BAYPORT, N.Y. (CBSNewYork) — An experimental seaplane crash landed in waters off Long Island Tuesday, and incredibly, the pilot walked away unharmed.

It happened around 6:45 a.m. as pilot Joseph Cannizzaro was trying to fly his plane from the Great South Bay off of Gerritsen Avenue. A pontoon and the left wing of the plane caught the water, causing the plane to crash, police said.

The lucky and skilled Cannizzaro managed to avoid a playground, docks and houses not too far from the Fire Island ferry, CBS2’s Jennifer McLogan reported.

Resident Peter Williams is credited with rescuing Cannizzaro. He saw the plane in the water and took his boat out to the pilot.

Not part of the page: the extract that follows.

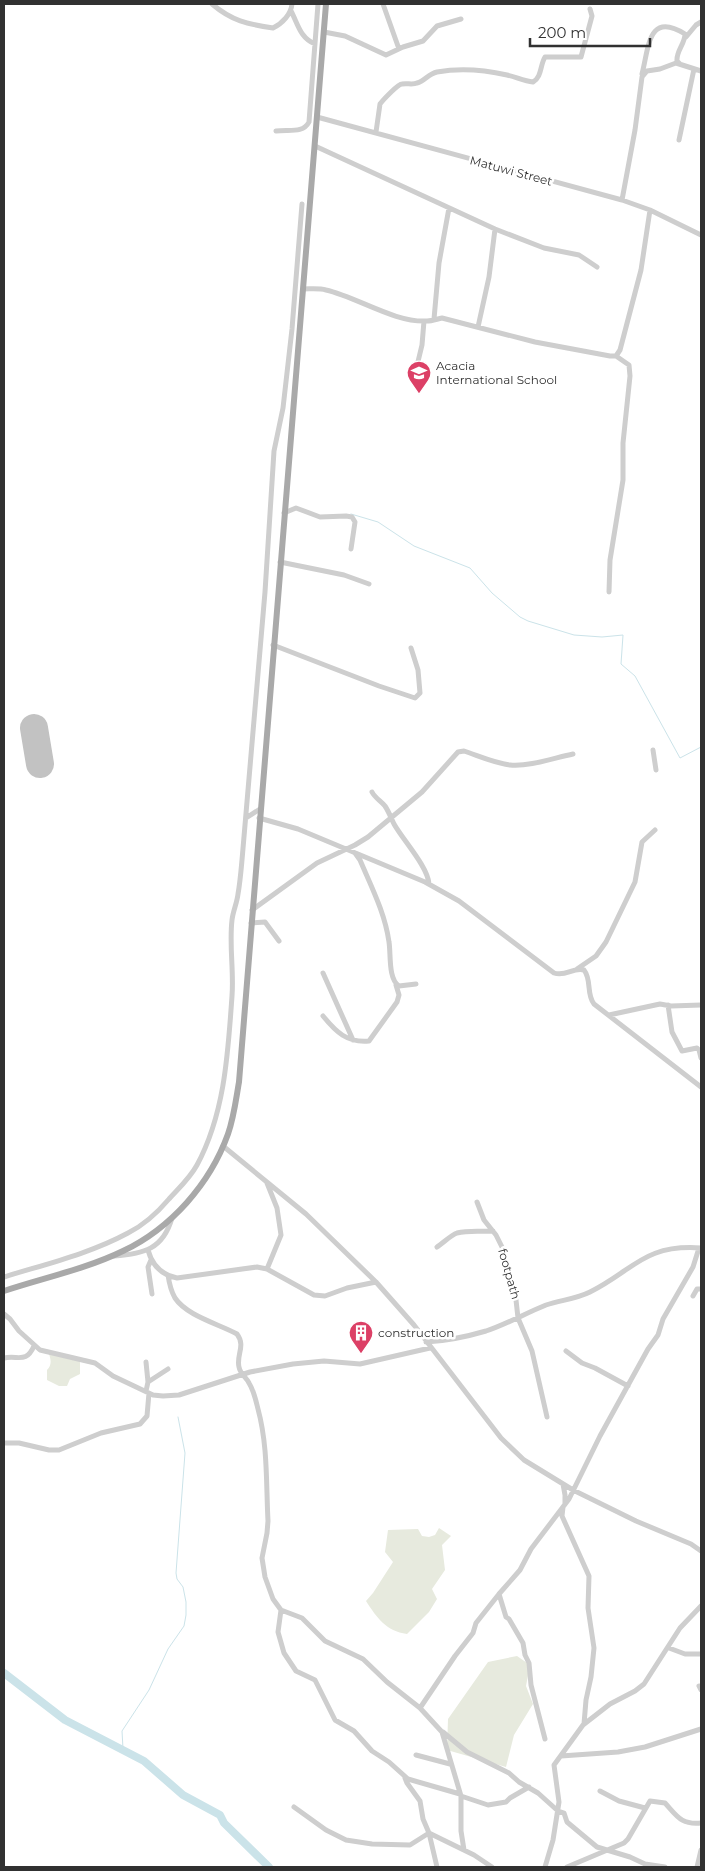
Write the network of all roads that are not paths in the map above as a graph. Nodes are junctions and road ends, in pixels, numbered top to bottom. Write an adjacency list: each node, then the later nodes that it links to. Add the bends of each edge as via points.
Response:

“Nose down, straight nose down, so I didn’t know if he was dead or what was going on,” Williams said. “It is a little crazy when you wake up and you try to clear your eyes and I’m looking, I’m not even out of bed yet, looking out the window and I’m saying, ‘That’s a plane!’ So it was pretty crazy and then I realized there is somebody in trouble here when he went down and that is when I jumped into action.”

Police said the aircraft had achieved very little altitude.

With the cabin of the plane submerged, Cannizzaro looked dazed while standing on one of two damaged pontoons about 1,000 feet off shore at the end of Gerritsen Avenue, McLogan reported.

Williams tied up the seaplane before emergency personnel arrived.

“I tried to get a line to him. He was trying to tell me how to do it, and I says, ‘Why are you trying to tell me how to do this? Look at the shape you are in right now,'” Williams said.

A short time later, Marine Bureau officers arrived and brought Cannizzaro on their boat, police said. They then towed the plane to a nearby beach adjacent to Homan’s Creek.

The grateful pilot is a man of few words and tried to remain stoic following his brush with death, McLogan reported.

“It is a very good day,” he said. “I’m alive.”

The FAA said Cannizzaro reported sputtering engine trouble in his amateur built, light weight experimental “Kitfox II” seaplane with retractable wings, McLogan reported.

Cannizzarro crash-landed closest to Gerritsen Avenue about 1,000 feet out in choppy waters. He was flying alone not far from his own home in Bayport, McLogan reported.

He appeared relieved to survive, and could not find the words to express it.

Cannizzarro declined to be transported to the hospital. The plane has been towed by the Marine Bureau for inspection.